In September 2010, while he was in Somalia, Mohamed’s parents received a letter from the UK Border Agency informing them the government had revoked his British citizenship. (Read the letter.) Without British citizenship, Mohamed had no right to return home and no effective way to appeal the government’s decision. Without a passport, he couldn’t leave Somalia.

The official line is that both men were linked to terrorist groups in Somalia. While that’s possible, it is equally plausible they were drawn to the country by personal ties. Bilal’s wife was from Somalia, as was Mohamed’s girlfriend.

Mohamed was the first British-born citizen in centuries to be stripped of his citizenship. His parents insist that despite in principle being entitled to Egyptian citizenship, Mohamed never had anything other than a British passport. They contend the loss of British citizenship rendered their son stateless. Yet an intelligence official quoted in news accounts called Mohamed a “very senior Egyptian.”

Under UK law, the government can revoke a person’s British citizenship without a court hearing. The home secretary has the exclusive power to use this authority and can do so whenever deemed “condusive to the public good.” This process allows all deliberations to occur secretly. To this day, we don’t know what crimes Mohamed supposedly committed. The only clue comes from a letter sent to his family stating he was suspected of being “involved in terrorism-related activity” and for having links to “Islamist extremists,” including his friend Bilal.

In January 2012, Bilal died in a drone missile attack a few hours after calling his wife on a cellphone the day their son was born. His relatives believe that the telephone call helped pinpoint his location.
Mohamed was killed in an airstrike just one month later.

Could It Happen Here?

Let’s face it: From the government’s perspective, being able to revoke the citizenship of an “enemy of the state” is a pretty darn handy power to possess. A century ago, during World War I, the US used this power to strip the citizenship of German immigrants it considered disloyal. But in a 1958 decision, the Supreme Court declared that deprivation of citizenship couldn’t be used as a punishment.
If you were born in the US, the government can’t revoke your citizenship unless you intend to lose it. If you’re a naturalized citizen, you can lose your citizenship only if you obtained it under false pretenses or if you:

Refuse to testify before Congress (for 10 years after naturalization)

Join a subversive organization (for five years after naturalization)

Are dishonorably discharged from the military, if military service is the means by which you acquired citizenship.

For now, at least. A law proposed in 2010 would revoke the citizenship of individuals – including native-born Americans – deemed to be "engaging in, or purposefully or materially supporting, hostilities” against the United States.

This would spare the Uncle Sam the embarrassment of assassinating his own citizens, although this is now established US policy. The Obama administration admits to killing at least four US citizens in drone strikes, including a 16-year-old boy.

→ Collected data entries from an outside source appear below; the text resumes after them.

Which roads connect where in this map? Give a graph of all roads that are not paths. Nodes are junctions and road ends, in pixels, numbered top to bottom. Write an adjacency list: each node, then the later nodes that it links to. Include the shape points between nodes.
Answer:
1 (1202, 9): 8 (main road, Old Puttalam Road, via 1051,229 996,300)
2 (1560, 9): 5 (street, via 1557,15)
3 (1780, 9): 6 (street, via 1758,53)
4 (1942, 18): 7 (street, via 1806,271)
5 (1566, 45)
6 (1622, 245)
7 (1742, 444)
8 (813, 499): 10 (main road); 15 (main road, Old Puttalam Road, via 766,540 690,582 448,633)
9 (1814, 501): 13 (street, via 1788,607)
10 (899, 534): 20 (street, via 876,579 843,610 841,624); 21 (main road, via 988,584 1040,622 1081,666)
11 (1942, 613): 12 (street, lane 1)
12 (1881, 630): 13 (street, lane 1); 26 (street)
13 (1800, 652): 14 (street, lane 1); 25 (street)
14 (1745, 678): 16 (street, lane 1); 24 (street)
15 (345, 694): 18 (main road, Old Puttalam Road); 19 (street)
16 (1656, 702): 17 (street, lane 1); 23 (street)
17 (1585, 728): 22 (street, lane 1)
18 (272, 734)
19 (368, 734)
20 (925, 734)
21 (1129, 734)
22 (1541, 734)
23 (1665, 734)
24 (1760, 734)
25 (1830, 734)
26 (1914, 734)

In addition, hundreds of dual nationals traveling outside the US have been stripped of their US passports and have no way to re-enter the US. Under the Obama doctrine, they could be targeted for assassination anytime.

It’s hard for most of us to conceive of engaging in “hostilities” against the US government. But consider the definition of “terrorism” under US law:

Involve acts dangerous to human life that violate federal or state law

Appear to be intended (i) to intimidate or coerce a civilian population; (ii) to influence the policy of a government by intimidation or coercion.

On the surface, these definitions definitely look like what most of us conceive of terrorism. But consider this scenario:

You’re attending a political protest. The crowd gets a little rowdy and smashes the windows of a local bank. A bank teller falls on the glass and is seriously injured or killed. Presto… you and everyone involved in the rally might now be considered terrorists.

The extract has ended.